J Radiat Res. 2022 May 18;63(3):412-427. doi: 10.1093/jrr/rrac014.

Abstract

This study is an international multi-institutional retrospective study comparing the clinical outcomes between intracavitary brachytherapy (ICBT) and the hybrid of intracavitary and interstitial brachytherapy (HBT) for locally advanced cervical cancer patients treated with definitive radiation therapy. Locally advanced cervical cancer, the initial size of which is larger than 4 cm and treated by concurrent chemoradiotherapy and image-guided adaptive brachytherapy, were eligible for this retrospective study. Patients who received HBT at least once were included in the HBT group, and patients who received only ICBT were included in the ICBT group.

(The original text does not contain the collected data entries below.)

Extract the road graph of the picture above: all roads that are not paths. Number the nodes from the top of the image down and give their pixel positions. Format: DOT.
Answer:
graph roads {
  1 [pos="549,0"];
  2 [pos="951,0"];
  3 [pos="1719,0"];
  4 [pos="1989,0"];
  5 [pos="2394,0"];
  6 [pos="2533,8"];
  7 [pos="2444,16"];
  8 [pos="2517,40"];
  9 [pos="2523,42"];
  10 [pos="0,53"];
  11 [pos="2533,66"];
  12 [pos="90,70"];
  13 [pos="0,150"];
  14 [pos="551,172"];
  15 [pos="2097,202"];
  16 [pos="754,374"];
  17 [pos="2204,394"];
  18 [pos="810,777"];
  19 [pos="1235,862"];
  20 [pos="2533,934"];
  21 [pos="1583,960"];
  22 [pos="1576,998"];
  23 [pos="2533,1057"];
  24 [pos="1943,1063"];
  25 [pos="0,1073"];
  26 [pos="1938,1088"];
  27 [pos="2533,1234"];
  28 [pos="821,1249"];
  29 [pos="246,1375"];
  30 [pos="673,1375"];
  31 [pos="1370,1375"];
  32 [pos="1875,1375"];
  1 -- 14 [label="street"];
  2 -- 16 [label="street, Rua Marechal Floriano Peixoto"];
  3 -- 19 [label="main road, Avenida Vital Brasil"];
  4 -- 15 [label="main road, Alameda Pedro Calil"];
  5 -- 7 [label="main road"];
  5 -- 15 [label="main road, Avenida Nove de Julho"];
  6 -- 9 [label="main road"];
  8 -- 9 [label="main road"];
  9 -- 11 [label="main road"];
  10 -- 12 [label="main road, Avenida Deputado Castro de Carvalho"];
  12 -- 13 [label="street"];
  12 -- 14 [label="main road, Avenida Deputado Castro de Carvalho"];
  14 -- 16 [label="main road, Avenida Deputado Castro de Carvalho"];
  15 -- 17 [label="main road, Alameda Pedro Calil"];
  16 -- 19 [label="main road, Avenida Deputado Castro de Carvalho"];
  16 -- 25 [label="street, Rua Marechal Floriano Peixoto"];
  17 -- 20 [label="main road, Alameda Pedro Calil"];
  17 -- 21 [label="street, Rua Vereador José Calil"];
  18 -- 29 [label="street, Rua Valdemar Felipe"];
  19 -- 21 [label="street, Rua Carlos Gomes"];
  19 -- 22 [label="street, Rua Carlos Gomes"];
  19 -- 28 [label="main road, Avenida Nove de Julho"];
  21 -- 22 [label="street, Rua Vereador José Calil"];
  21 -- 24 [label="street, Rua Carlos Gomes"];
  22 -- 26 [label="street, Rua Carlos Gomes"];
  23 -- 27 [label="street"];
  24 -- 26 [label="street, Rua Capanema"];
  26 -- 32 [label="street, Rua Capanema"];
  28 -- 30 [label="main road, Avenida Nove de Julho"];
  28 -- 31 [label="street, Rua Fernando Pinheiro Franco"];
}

Anonymized data from 469 patients from 13 institutions in Japan, one from Korea and one from Thailand, were analyzed. Two hundred eighty and 189 patients were included in the ICBT group and the HBT group, respectively. Patients in the HBT group had more advanced stage, non-Scc histopathology, a higher rate of uterine body involvement, larger tumor at diagnosis, larger tumor before brachytherapy and a lower tumor reduction ratio. With a median follow-up of 51.3 months (2.1-139.9 months), 4-y local control (LC), progression-free survival (PFS) and overall survival (OS) for the entire patient population were 88.2%, 64.2% and 83%, respectively. The HBT group received a higher HR-CTV D90 than that of the ICBT group (68.8 Gy vs 65.6 Gy, P = 0.001). In multivariate analysis, the non-Scc histological subtype, HR-CTV D95 ≤ 60 Gy, reduction ratio ≤ 29% and total treatment time (TTT) ≥ 9 weeks were identified as the independent adverse prognostic factors for LC. Regarding LC, no difference was found between ICBT and HBT (4-y LC 89.3% vs 86.8%, P = 0.314). After adjustment for confounding factors by propensity score matching, no advantage of applying HBT was demonstrated regarding LC, PFS, or OS. Despite the fact that HBT patients had more adverse clinical factors than ICBT patients, HBT delivered a higher dose to HR-CTV and resulted in comparable LC.

摘要

这项研究是一项国际多机构回顾性研究,比较了腔内近距离放疗(ICBT)和腔内与间质近距离放疗联合应用(HBT)治疗局部晚期宫颈癌患者的临床结果。局部晚期宫颈癌患者的初始肿瘤大小大于 4cm,采用同期放化疗和图像引导自适应近距离放疗治疗,符合本回顾性研究的纳入标准。至少接受过一次 HBT 治疗的患者纳入 HBT 组,仅接受过 ICBT 治疗的患者纳入 ICBT 组。对来自日本 13 家机构、韩国和泰国各 1 家机构的 469 名患者的匿名数据进行了分析。ICBT 组和 HBT 组分别纳入 280 例和 189 例患者。HBT 组患者的疾病分期更晚、非 SCC 组织病理学、子宫体受累率更高、诊断时肿瘤更大、近距离放疗前肿瘤更大、肿瘤退缩率更低。中位随访时间为 51.3 个月(2.1-139.9 个月),全组患者 4 年局部控制率(LC)、无进展生存率(PFS)和总生存率(OS)分别为 88.2%、64.2%和 83%。HBT 组的 HR-CTV D90 高于 ICBT 组(68.8Gy 比 65.6Gy,P=0.001)。多因素分析显示,非 SCC 组织学亚型、HR-CTV D95≤60Gy、退缩率≤29%和总治疗时间(TTT)≥9 周是 LC 的独立不良预后因素。关于 LC,ICBT 和 HBT 之间无差异(4 年 LC 率为 89.3%比 86.8%,P=0.314)。通过倾向评分匹配调整混杂因素后,HBT 应用在 LC、PFS 或 OS 方面没有优势。尽管 HBT 患者的临床不良因素多于 ICBT 患者,但 HBT 给予 HR-CTV 更高的剂量,导致 LC 相当。